The capability to print the contents of binary-encoded data in a human-readable form has always been an often used feature of our code generation products.  We have had since the beginning the standard -print code generation option for generating code that would print the contents of generated data structures to standard output.  These are straight-forward and simple to use.  But it was not long after that users wanted a way to print to other mediums, most commonly to a text buffer (i.e character array) so that the printed data could be sent to other places, for example, a display window within a GUI.

For this, the "print-to-string" capability was added.  The command-line option -prttostr was added for this purpose and the generated functions allowed a text buffer and size to be passed to receive the printed data.

This worked OK and was fine for printing small amounts of data.  But what we found was that users frequently wanted to print very large data structures using this capability and this led to very slow performance.  The primary reason for this was because in order to append to the buffer that was passed, the end of the string buffer had to be found and the only way to do this lacking any other state information was to make a call to the string length (strlen) run-time function.  If this was done over and over on a very large buffer containing a very large string, it quickly became a compute-intensive operation.
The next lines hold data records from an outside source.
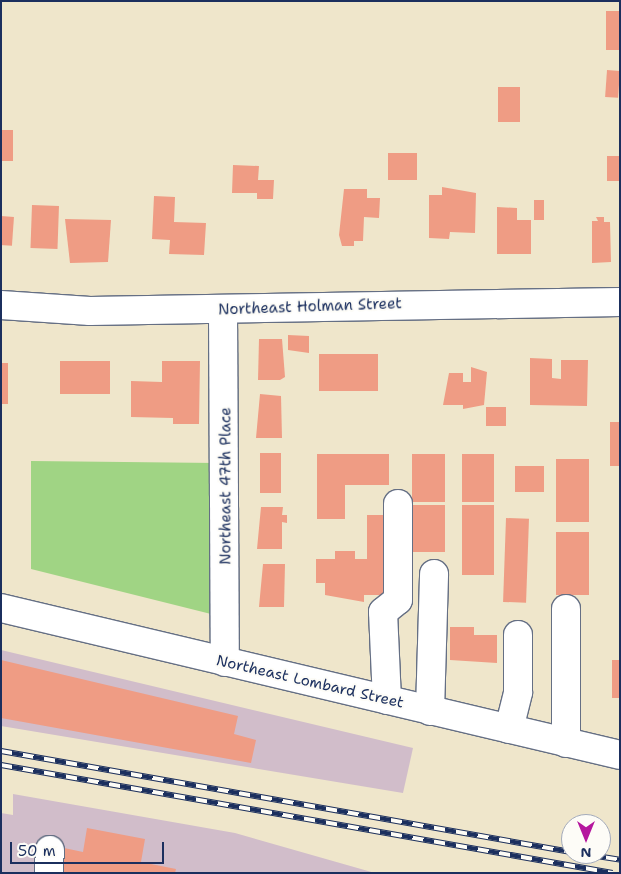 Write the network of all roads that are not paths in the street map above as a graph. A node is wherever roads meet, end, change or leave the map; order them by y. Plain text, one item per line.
1 (620, 302) edge
2 (1, 305) edge
3 (223, 310) junction
4 (398, 504) dead end
5 (434, 574) dead end
6 (1, 608) edge
7 (566, 609) dead end
8 (518, 635) dead end
9 (225, 662) junction
10 (387, 700) junction
11 (430, 710) junction
12 (509, 729) junction
13 (566, 743) junction
14 (620, 755) edge

1 - 3 street, Northeast Holman Street
2 - 3 street, Northeast Holman Street
3 - 9 street, Northeast 47th Place
4 - 10 street
5 - 11 street
6 - 9 street, Northeast Lombard Street
7 - 13 street
8 - 12 street
9 - 10 street, Northeast Lombard Street
10 - 11 street, Northeast Lombard Street
11 - 12 street, Northeast Lombard Street
12 - 13 street, Northeast Lombard Street
13 - 14 street, Northeast Lombard Street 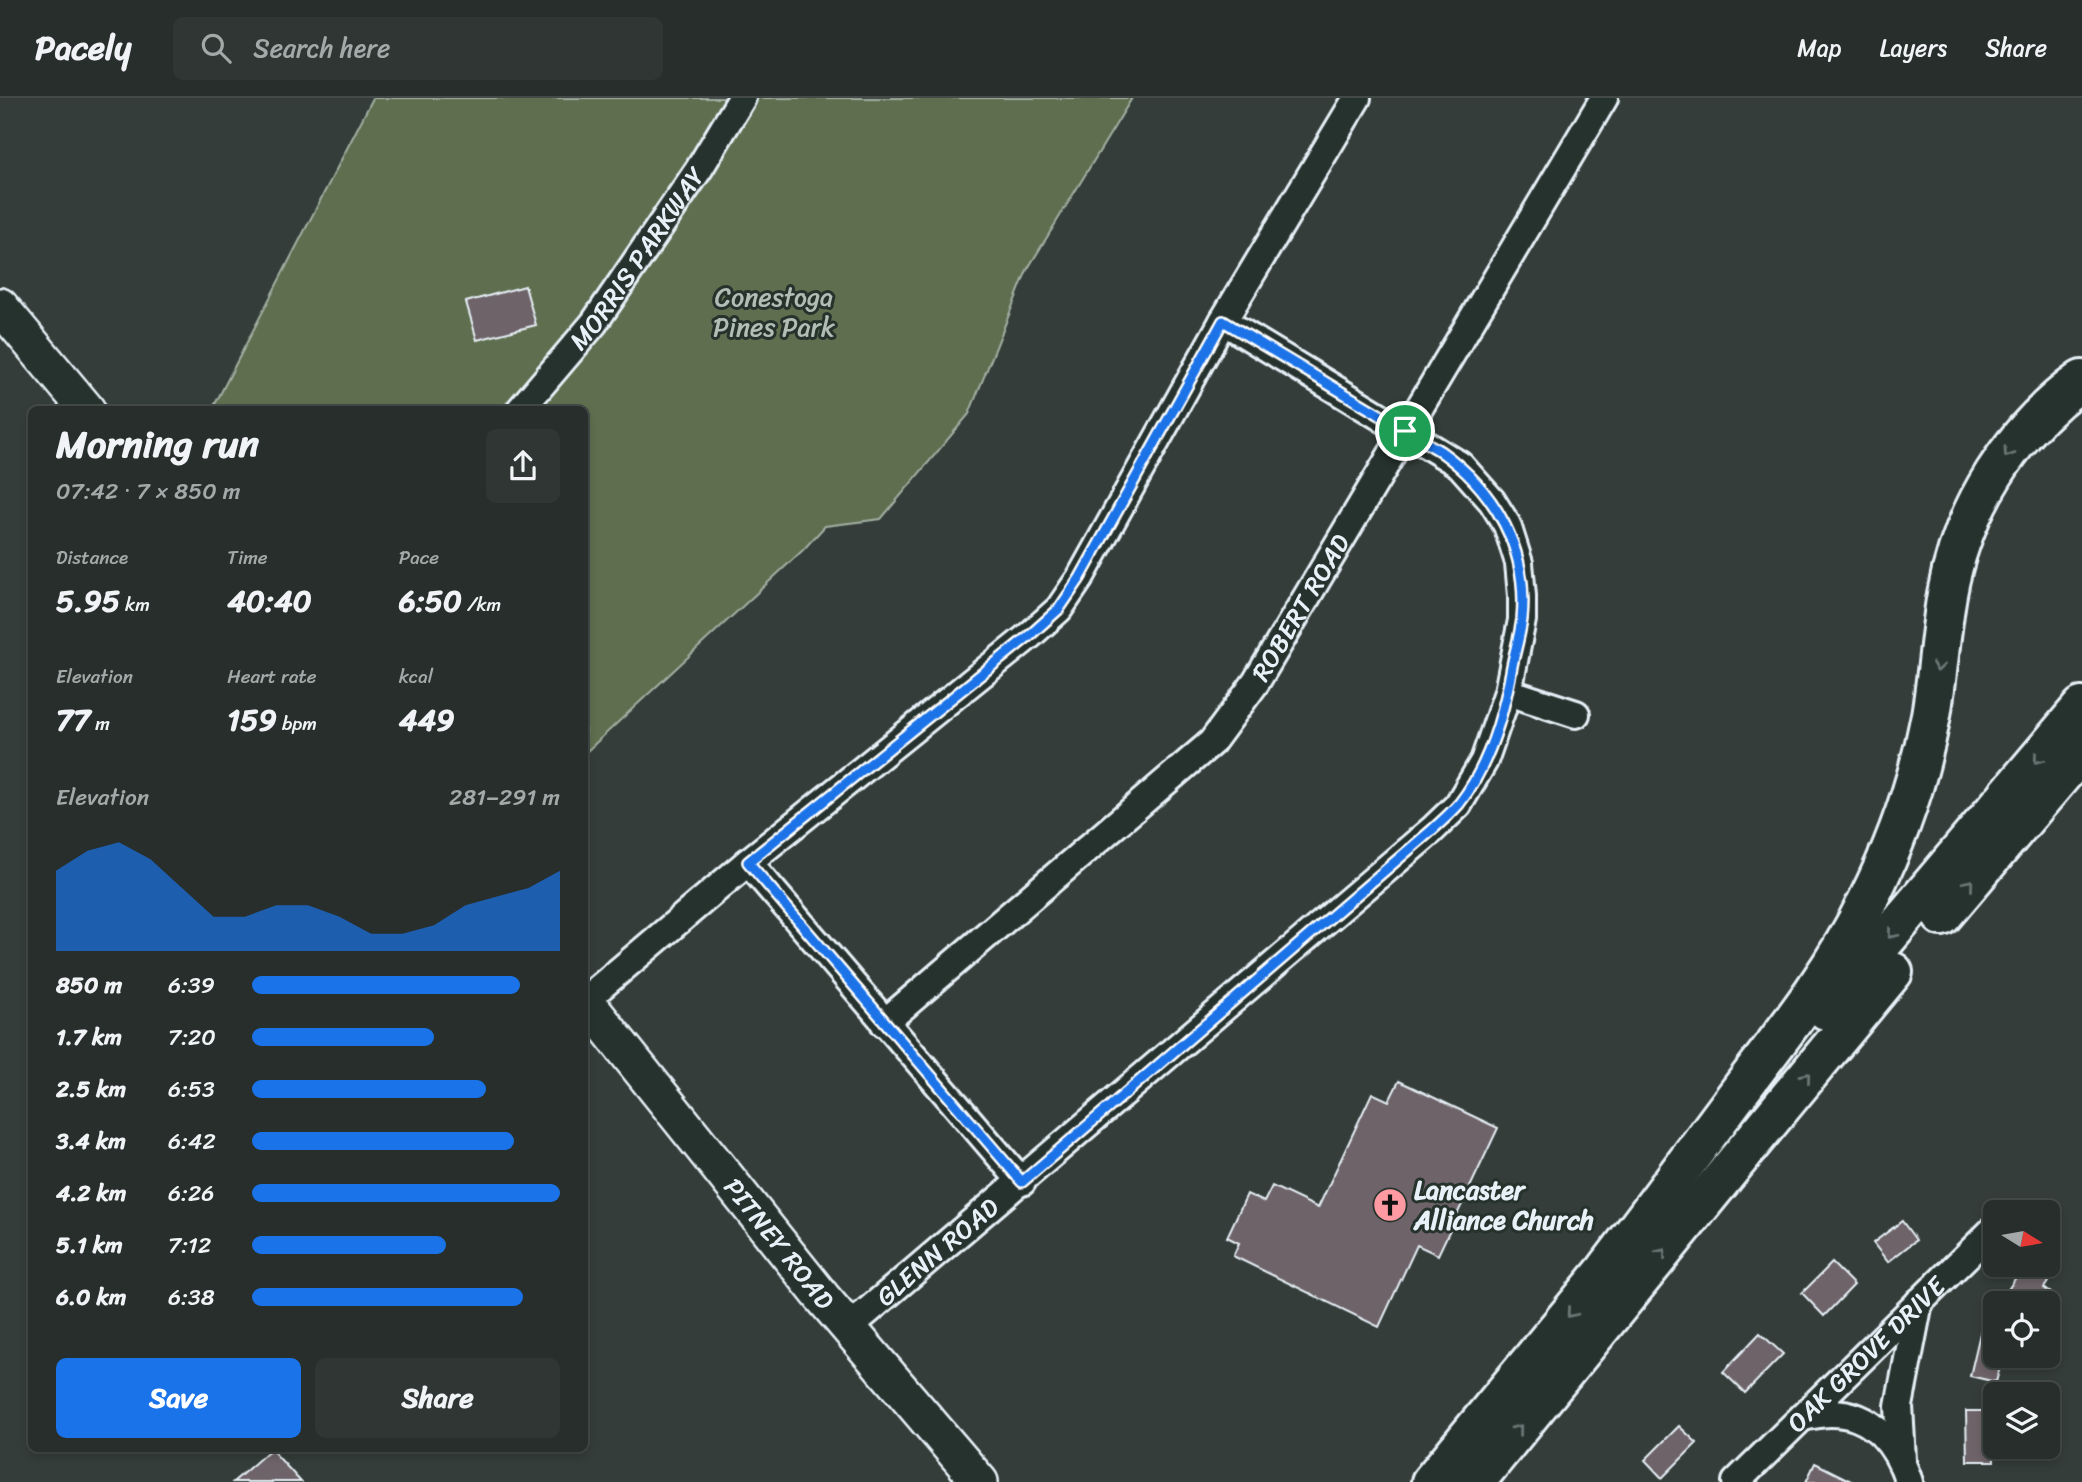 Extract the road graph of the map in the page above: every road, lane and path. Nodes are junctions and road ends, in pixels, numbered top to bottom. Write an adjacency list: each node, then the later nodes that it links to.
1 (743, 98): 8 (street, MORRIS PARKWAY)
2 (1357, 98): 5 (street)
3 (1604, 98): 9 (street, ROBERT ROAD)
4 (0, 306): 7 (main road)
5 (1223, 321): 9 (street, GLENN ROAD); 14 (street)
6 (2082, 380): 20 (highway, one-way to 20)
7 (84, 406)
8 (523, 406)
9 (1405, 431): 10 (street, GLENN ROAD); 17 (street, ROBERT ROAD)
10 (1508, 692): 12 (street); 18 (street, GLENN ROAD)
11 (2082, 707): 20 (highway, one-way to 20)
12 (1576, 715)
13 (2082, 751): 27 (highway, one-way to 13)
14 (748, 862): 15 (street); 17 (street)
15 (588, 996)
16 (588, 1003): 22 (main road, PITNEY ROAD)
17 (884, 1023): 18 (street)
18 (1022, 1182): 22 (street, GLENN ROAD)
19 (1983, 1240): 21 (street, OAK GROVE DRIVE)
20 (1608, 1267): 26 (highway, one-way to 26)
21 (1919, 1302): 23 (street, OAK GROVE DRIVE); 24 (street)
22 (849, 1327): 25 (main road, PITNEY ROAD)
23 (1803, 1416): 24 (street); 28 (street, OAK GROVE DRIVE)
24 (1906, 1471)
25 (981, 1482)
26 (1431, 1482)
27 (1475, 1482)
28 (1736, 1482)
In order to remedy this, we introduced the "print-to-stream" capability.  This provided more flexibility in printing as a user-defined callback function could be declared that would be invoked to handle the printing of each individual data item.  Users could provide their own user-defined data structures to the callback functions making it possible to maintain state between operations.  One example of this would be in keeping track of where the end of a string buffer was after each print operation making the appending of additional data much faster.

We declared "print-to-string" to be deprecated in favor of the new "print-to-stream" capability, but what we have found 15 years down the road is print-to-string still being used.  A few possible reasons for this are 1) that is the way some users started doing it and did not want to change, and 2) it is simpler to use these functions as all that is necessary is to pass a string buffer directly to the function instead of having to design a callback function.

To address the latter point, as part of our next ASN1C release next year, we will provide a built-in callback function that can be used to model print-to-string using print-to-stream.  If users don't want to wait that long, the code for the new callback is shown below:

void rtxPrintStreamToStringCB
(void* pPrntStrmInfo, const char* fmtspec, va_list arglist)
{
   OSRTStrBuf* bufp = (OSRTStrBuf*) pPrntStrmInfo;
   if (bufp->bufsize > bufp->endx) {
      vsnprintf (&bufp->strbuf[bufp->endx], bufp->bufsize - bufp->endx,
                 fmtspec, arglist);
      bufp->endx += strlen (&bufp->strbuf[bufp->endx]);
   }
}

The OSRTStrBuf structure is defined as follows:

typedef struct {
   char* strbuf;
   OSSIZE bufsize;
   OSSIZE endx;
} OSRTStrBuf;

The code can then be inserted into a C program to print a populated type structure:

OSRTStrBuf strBufDescr;
char strbuf[10240];
...
/* Set up print-to-stream callback to write to character string buffer */
strBufDescr.strbuf = strbuf;
strBufDescr.bufsize = sizeof(strbuf);
strBufDescr.endx = 0;

rtxSetPrintStream (&ctxt, &rtxPrintStreamToStringCB, (void*)&strBufDescr);

asn1PrtToStrm_ (&ctxt, "Data", &data);

In this code snippet, <type> would be replaced with the type name of the data structure to be printed. The result of the call would be the data printed to the strbuf character array. Be sure to create a large enough array to hold all of the printed data. If not large enough, the data will be truncated.